1. Criminal Law — Second Offense After Conviction of Offense Punishable by Imprisonment in Penitentiary. By statute it is provided that where a person has been convicted of an offense punishable by imprisonment in the penitentiary and thereafter commits any crime after such conviction the punishment for such second or subsequent conviction shall be imprisonment in the penitentiary for a term not less than ten years if the offense of which such person is subsequently convicted is such that upon a first conviction the offender could have been liable to imprisonment for any term exceeding five years. 21 O.S. 1941, Sec. 51 [ 21-51], Subdivision 1.
2. Habitual Criminals — Statute Constitutional. Habitual criminal statute, 21 O.S. 1941 § 51[ 21-51], is not unconstitutional as denying equal protection of the laws, compelling accused to be witness against himself, or providing for cruel or unusual punishment.

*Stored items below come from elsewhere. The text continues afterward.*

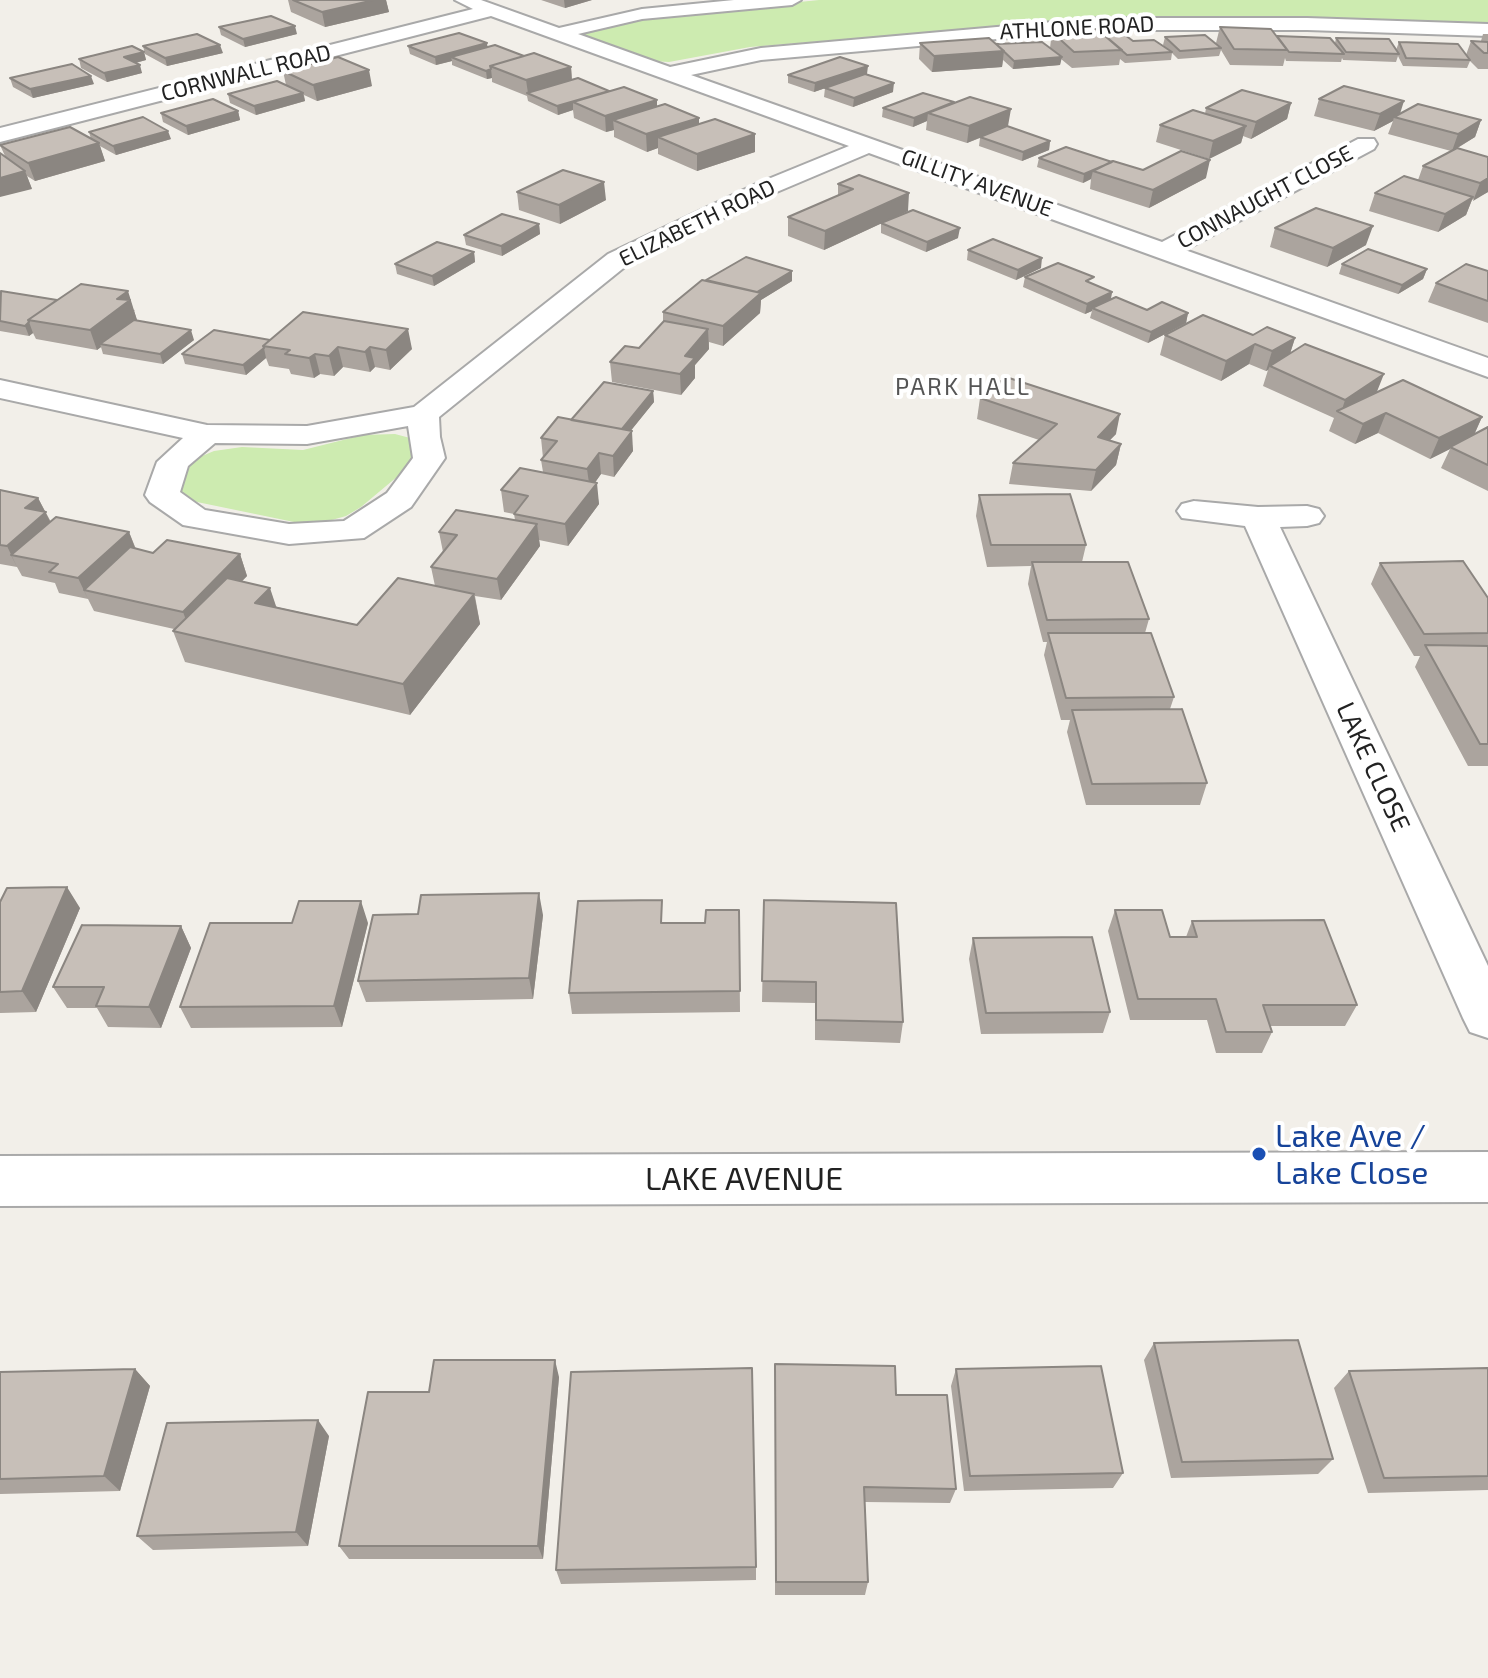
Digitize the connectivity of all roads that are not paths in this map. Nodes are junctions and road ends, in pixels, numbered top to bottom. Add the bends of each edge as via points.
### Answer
1 (464, 0) edge
2 (792, 0) edge
3 (492, 10) junction
4 (1488, 30) edge
5 (560, 33) junction
6 (670, 73) junction
7 (0, 135) edge
8 (870, 145) junction
9 (1394, 151) edge
10 (1165, 251) junction
11 (1488, 368) edge
12 (0, 389) edge
13 (424, 414) junction
14 (207, 434) junction
15 (1194, 511) dead end
16 (1307, 516) dead end
17 (1258, 517) junction
18 (1488, 1018) edge
19 (1488, 1177) edge
20 (0, 1181) edge

1 - 3 street, GILLITY AVENUE
2 - 5 street via 642,14
3 - 5 street, GILLITY AVENUE
3 - 7 street, CORNWALL ROAD
4 - 6 street, ATHLONE ROAD via 1098,24 789,51
5 - 6 street, GILLITY AVENUE
6 - 8 street, GILLITY AVENUE
8 - 10 street, GILLITY AVENUE
8 - 13 street, ELIZABETH ROAD via 617,260
9 - 10 street, CONNAUGHT CLOSE via 1355,140
10 - 11 street, GILLITY AVENUE
12 - 14 street
13 - 14 street via 307,435
13 - 14 street via 429,458 399,500 352,531 289,534 195,518 162,495 173,462
15 - 17 street
16 - 17 street
17 - 18 street, LAKE CLOSE
19 - 20 street, LAKE AVENUE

3. Same — Punishment for Second Degree Burglary After Former Conviction of Felony. The punishment on conviction of second degree burglary after former conviction of a felony is any term in the penitentiary not less than ten years.
4. Indictment and Information — Fact That Information Set Forth Two Former Convictions Brought Charge Within Habitual Criminal Statute. The fact that information set forth two former convictions for felonies against the accused, and that the information described the crime charged against the accused as "burglary in the second degree, a third offense" properly brought the charge within the habitual criminal statute and where plea of guilty was entered to such information, a judgment and sentence of ten years imprisonment pronounced upon such plea was not void on its face.
Original proceeding in habeas corpus by Walter L. Sanders to secure his release from the penitentiary. Writ denied.
Walter L. Sanders, petitioner, pro se.
Mac Q. Williamson, Atty. Gen., and Lewis A. Wallace, Asst. Atty. Gen., for defendant in error.
This is an original action in habeas corpus instituted by the petitioner, Walter L. Sanders, wherein he alleges that he is illegally restrained of his liberty at the Oklahoma State Penitentiary.
The verified petition alleges that Sanders entered a plea of guilty to an information filed in the district court of Tulsa county on October 18, 1948, to the crime of burglary in the second degree, a third offense, and was sentenced to serve a term of ten years imprisonment in the State Penitentiary; that pursuant to said judgment and sentence the petitioner is now confined in the state penitentiary.
Petitioner alleges that there is no offense defined by our statutes such as that named in the information to which he entered his plea of guilty, and that therefore his incarceration is illegal and he should be freed from restraint.
The statute under which the petitioner was prosecuted provides:
"Every person who, having been convicted of any offense punishable by imprisonment in the penitentiary, commits any crime after such conviction, is punishable therefor as follows:
"1. If the offense of which such person is subsequently convicted is such that upon a first conviction an offender would be punishable by imprisonment in the penitentiary for any term exceeding five years, such person is punishable by imprisonment in the penitentiary for a term not less than ten years." 21 O.S. 1941 § 51[ 21-51], Subdivision 1.
This statute has been before the court many times for interpretation and is variously referred to in the decided cases as the habitual criminal statute. In Ex parte Hibbs, 86 Okla. Cr. 113, 190 P.2d 156, Certiorari denied, Hibbs v. Oklahoma, 335 U.S. 835, 69 S.Ct. 25, 93 L.Ed. 387, this court held that such statute is not unconstitutional as denying equal protection of the laws, compelling accused to be witness against himself, or providing for cruel or unusual punishment. See also Tilghman v. Burns, 91 Okla. Cr. 359, 219 P.2d 263; Solomon v. State, 79 Okla. Cr. 93, 151 P.2d 944.
In the body of the information it is alleged that defendant committed the crime of burglary in the second degree after being formerly convicted of two felonies and each of the former convictions were set forth in the information filed against the accused. This information conformed to the habitual criminal statute and was a sufficient basis for the infliction of the minimum punishment of ten years imprisonment in the penitentiary upon entering of his plea of guilty to such charge. The fact that more than one former conviction is set forth in the information does not invalidate it. The writ of habeas corpus is denied.
BRETT, P.J., and POWELL, J., concur.